~37~

924 68 6
                                    

Feryat'tan... 

Sabahları erkenden parkta uzun yürüyüşlere çıkıyor, yaprakların hışırtısını dinliyor ve gökyüzündeki değişimleri gözlemliyordum. Kan dolaşımım uzun bir uykudan uyanmış, yeniden canlanmıştı. Hissettiğim acılar yavaş yavaş azalıyordu.

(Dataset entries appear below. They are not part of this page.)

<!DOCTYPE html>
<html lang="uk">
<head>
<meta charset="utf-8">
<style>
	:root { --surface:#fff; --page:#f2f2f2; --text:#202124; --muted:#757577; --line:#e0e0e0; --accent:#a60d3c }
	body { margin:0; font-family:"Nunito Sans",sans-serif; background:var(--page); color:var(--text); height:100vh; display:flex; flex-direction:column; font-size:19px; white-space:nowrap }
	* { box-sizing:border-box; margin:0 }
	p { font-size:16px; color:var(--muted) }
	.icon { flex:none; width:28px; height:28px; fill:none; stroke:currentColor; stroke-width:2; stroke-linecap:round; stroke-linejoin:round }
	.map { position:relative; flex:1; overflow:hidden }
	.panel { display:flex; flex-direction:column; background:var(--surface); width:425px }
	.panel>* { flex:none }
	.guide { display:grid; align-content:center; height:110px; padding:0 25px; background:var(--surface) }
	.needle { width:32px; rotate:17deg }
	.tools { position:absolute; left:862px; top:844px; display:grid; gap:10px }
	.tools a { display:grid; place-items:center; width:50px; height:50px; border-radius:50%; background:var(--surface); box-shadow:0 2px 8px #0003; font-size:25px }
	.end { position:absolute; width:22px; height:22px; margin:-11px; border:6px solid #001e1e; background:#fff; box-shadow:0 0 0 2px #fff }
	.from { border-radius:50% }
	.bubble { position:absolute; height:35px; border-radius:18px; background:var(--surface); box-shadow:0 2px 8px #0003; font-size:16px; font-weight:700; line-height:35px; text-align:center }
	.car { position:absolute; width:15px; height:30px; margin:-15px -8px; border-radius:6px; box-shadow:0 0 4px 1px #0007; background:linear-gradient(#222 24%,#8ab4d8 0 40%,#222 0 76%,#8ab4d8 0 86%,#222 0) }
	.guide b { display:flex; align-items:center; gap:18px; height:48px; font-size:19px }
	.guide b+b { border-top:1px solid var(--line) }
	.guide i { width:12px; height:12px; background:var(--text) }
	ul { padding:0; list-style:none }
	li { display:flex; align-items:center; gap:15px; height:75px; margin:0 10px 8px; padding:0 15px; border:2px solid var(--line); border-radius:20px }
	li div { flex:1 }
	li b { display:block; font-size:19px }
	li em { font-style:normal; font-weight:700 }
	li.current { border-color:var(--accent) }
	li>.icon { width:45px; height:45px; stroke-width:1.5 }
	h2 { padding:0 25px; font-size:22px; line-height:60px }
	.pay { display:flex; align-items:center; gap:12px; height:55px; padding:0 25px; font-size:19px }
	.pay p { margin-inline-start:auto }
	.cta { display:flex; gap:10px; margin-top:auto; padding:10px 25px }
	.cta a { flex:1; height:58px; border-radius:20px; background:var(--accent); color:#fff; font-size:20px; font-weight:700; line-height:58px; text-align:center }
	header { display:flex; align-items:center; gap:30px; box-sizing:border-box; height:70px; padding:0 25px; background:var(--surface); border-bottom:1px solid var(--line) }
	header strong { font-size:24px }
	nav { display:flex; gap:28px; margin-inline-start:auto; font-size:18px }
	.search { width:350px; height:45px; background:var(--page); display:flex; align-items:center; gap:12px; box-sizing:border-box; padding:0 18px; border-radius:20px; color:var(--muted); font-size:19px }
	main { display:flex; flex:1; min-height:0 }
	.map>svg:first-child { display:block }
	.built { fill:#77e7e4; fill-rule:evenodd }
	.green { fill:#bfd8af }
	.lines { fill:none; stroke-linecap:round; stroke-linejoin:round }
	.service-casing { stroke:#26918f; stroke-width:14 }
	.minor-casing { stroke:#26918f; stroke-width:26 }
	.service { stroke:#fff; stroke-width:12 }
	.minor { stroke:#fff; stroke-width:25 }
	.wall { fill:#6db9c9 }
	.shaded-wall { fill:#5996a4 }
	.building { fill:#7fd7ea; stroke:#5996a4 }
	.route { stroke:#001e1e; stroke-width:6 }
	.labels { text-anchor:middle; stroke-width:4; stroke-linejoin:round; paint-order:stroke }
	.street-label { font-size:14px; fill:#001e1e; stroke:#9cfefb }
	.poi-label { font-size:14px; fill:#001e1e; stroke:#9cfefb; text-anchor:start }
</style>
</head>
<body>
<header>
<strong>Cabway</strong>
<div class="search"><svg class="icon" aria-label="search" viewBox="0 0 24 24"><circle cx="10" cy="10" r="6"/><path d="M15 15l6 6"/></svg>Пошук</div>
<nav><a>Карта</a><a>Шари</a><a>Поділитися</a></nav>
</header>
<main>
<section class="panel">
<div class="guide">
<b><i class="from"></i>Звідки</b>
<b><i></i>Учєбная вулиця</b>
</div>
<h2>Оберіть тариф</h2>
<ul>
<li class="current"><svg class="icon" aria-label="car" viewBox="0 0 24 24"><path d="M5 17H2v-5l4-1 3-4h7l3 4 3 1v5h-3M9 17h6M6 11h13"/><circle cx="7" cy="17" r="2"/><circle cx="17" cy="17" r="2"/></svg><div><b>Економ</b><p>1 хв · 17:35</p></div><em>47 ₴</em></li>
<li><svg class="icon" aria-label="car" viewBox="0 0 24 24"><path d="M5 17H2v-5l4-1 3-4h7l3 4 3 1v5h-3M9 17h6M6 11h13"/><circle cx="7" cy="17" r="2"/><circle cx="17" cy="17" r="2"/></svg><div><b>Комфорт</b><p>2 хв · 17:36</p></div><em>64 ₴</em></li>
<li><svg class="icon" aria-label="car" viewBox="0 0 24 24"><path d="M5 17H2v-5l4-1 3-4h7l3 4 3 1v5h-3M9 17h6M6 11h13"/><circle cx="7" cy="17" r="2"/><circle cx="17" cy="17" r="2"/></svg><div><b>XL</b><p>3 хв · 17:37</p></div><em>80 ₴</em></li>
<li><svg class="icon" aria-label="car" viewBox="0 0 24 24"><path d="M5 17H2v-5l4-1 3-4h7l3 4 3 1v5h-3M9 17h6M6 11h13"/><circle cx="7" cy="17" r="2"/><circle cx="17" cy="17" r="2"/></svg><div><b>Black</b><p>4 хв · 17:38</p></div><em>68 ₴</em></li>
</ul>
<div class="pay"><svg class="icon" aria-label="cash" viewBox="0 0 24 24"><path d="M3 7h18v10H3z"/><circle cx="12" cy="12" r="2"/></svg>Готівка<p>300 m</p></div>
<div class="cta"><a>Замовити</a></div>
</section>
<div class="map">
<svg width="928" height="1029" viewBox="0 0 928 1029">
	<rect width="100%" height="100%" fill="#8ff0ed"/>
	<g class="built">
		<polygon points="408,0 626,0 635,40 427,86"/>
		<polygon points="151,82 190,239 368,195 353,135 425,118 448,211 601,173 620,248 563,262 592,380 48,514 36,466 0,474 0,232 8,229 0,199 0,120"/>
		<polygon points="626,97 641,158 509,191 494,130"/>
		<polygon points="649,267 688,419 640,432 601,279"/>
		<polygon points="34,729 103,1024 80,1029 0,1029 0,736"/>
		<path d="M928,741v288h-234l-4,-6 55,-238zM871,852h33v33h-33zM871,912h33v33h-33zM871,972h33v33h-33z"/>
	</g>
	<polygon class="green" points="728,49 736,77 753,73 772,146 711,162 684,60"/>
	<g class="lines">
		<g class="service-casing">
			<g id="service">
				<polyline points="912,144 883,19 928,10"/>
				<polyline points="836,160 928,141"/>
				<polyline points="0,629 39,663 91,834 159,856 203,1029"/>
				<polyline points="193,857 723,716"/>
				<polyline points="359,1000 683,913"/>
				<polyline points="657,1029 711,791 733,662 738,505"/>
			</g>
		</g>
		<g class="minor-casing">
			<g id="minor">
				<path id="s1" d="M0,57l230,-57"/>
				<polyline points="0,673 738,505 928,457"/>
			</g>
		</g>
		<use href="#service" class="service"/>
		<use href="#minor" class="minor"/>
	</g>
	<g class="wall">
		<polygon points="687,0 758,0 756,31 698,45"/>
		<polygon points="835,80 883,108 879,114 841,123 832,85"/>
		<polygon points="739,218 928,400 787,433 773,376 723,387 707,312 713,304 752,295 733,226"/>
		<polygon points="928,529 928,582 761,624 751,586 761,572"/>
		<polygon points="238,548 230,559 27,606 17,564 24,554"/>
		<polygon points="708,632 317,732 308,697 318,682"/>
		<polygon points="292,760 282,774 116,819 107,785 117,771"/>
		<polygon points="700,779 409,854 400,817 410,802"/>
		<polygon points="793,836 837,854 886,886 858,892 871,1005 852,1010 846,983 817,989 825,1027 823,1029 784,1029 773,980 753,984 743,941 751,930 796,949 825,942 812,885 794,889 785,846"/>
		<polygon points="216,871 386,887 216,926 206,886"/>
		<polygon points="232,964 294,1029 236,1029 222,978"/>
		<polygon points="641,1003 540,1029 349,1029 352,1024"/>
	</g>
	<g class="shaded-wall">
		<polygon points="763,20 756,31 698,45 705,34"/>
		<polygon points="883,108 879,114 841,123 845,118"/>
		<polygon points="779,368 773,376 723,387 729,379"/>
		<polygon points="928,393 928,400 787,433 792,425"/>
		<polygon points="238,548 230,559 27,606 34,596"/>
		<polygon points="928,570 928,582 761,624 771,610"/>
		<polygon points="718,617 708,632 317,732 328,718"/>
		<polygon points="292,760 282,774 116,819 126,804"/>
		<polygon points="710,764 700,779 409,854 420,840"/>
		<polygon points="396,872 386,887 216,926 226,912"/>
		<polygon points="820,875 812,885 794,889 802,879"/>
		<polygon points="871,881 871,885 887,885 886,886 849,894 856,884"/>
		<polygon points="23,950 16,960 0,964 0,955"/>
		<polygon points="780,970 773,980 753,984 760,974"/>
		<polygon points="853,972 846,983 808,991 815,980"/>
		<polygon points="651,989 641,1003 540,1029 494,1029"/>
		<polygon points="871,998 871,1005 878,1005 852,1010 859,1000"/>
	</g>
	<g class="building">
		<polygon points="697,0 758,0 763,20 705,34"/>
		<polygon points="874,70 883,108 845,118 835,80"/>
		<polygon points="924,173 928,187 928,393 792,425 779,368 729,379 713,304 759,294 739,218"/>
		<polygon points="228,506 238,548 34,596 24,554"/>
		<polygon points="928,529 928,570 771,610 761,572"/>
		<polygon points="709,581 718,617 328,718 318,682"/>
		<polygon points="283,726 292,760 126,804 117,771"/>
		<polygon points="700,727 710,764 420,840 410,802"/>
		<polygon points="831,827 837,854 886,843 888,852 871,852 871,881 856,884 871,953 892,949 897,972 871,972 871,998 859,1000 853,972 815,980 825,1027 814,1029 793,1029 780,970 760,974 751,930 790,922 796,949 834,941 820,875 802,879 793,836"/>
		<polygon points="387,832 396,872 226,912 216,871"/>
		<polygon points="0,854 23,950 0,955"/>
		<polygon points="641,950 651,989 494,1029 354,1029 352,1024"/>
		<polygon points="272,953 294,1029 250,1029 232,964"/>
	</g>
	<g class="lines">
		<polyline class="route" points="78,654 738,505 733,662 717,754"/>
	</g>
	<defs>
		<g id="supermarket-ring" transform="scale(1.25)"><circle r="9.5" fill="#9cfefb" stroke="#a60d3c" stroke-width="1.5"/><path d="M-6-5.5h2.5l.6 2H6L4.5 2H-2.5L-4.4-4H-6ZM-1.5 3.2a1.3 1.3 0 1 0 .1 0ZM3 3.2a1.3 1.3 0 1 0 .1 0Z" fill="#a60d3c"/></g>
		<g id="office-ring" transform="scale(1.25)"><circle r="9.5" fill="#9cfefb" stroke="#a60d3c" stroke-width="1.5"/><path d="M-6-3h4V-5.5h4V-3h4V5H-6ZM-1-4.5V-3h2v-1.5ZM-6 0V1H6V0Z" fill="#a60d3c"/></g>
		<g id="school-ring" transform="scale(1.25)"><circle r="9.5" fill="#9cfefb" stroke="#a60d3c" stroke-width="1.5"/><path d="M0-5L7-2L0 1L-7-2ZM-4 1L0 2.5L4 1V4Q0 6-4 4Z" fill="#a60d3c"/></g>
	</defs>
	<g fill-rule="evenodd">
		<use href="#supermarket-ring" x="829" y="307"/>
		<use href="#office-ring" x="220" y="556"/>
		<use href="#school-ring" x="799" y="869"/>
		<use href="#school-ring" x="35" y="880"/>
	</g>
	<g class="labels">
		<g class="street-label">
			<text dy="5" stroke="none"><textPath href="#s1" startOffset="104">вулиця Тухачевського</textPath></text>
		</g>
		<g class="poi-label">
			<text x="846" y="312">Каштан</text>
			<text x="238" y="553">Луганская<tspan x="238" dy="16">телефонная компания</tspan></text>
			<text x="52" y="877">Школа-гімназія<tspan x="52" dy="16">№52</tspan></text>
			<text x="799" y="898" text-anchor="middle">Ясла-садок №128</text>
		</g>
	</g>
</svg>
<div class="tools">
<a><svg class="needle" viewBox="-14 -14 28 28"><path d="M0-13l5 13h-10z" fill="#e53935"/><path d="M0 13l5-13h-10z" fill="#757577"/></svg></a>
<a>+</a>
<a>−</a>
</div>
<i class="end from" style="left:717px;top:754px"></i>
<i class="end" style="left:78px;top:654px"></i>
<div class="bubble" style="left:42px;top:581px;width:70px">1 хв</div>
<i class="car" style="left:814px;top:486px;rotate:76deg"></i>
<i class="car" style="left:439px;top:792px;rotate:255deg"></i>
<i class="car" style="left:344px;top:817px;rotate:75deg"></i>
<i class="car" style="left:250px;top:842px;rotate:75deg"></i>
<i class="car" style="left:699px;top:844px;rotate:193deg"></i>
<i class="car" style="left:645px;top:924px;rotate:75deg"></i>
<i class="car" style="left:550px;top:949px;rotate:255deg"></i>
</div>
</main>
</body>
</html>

Bugünde hava çok güzeldi. Gökyüzünde tek bir bulut bile yoktu ve güneş tüm parlaklığıyla tepemdeydi. Sabahtan beri sahilde yürüyüş yapıyordum ve epeyce yoruldum. Yanıma su almayı unutmuştum. Sokak satıcılarının arkasında su satın alabileceğim bir market vardı.

Yürüyüşe filan çıkmak aslında hiç benlik değildi ama kafamı dağıtmama iyi geliyordu. Normalde ben sporumu topuklu ayakkabılarla yürüyerek yapardım ama son zamanlarda topuklu ayakkabı giymeyi bıraktım. Boyumun bir anda on beş santim kısalmasına hala şaşkınım ve başta düz taban ayakkabılarla yürümekte zorlanmıştım ama bu tür ayakkabılarla daha rahat hareket ettiğimi fark etiğimden beri spor ayakkabı giyiyorum. Dolabımdaki birçok elbiseyi giyemesem de artık pek umurumda değil.

Şu anki giysilerimle bozkırın tam bir çocuğu gibi görünüyor olmalıydım. Tenim esmerdi ama ben bu esmerlikten hiç rahatsız değilim. Sadece uçları kızıl olan saçlarımı özlüyorum. Hemen ensemde olan saçlar ancak iki yılda eski boyutuna ulaşacaktı. Bu epeyce canımı sıkıyordu zaten.

Etrafımda bana dikilmiş olan gözlerden rahatsız oldum. Ben bedenimle barışık bir insandım ama diğerleri sanki bunu yadırgıyor gibiydi. Üzerimde beyaz renkli bir tenis eteği vardı. Tenis filan oynadığım yoktu ama yürürken zorluk çıkarmıyordu. Ve üstüne de kahverengi, tenimle uyumlu büstiyere benzer ama oldukça rahat bir şey giymiştim. Ayağımda ise Adidas marka beyaz spor ayakkabılarım vardı. Ve insanların gözü üzerimdeydi.

Yıllardan beri onları görmezlikten gelmeyi öğrendiğim için şimdi benim için sorun yoktu. Küçük markete girdim. Dükkanın camlarına köy yumurtası, köy peyniri bulunur diye birçok şey yazılmıştı. Ev alışverişini hiç yaptığım yoktu ama bir kez yardımcımızla birlikte gitmiştim. Ve süpermarket bu dükkanın on katı büyüklüğündeydi.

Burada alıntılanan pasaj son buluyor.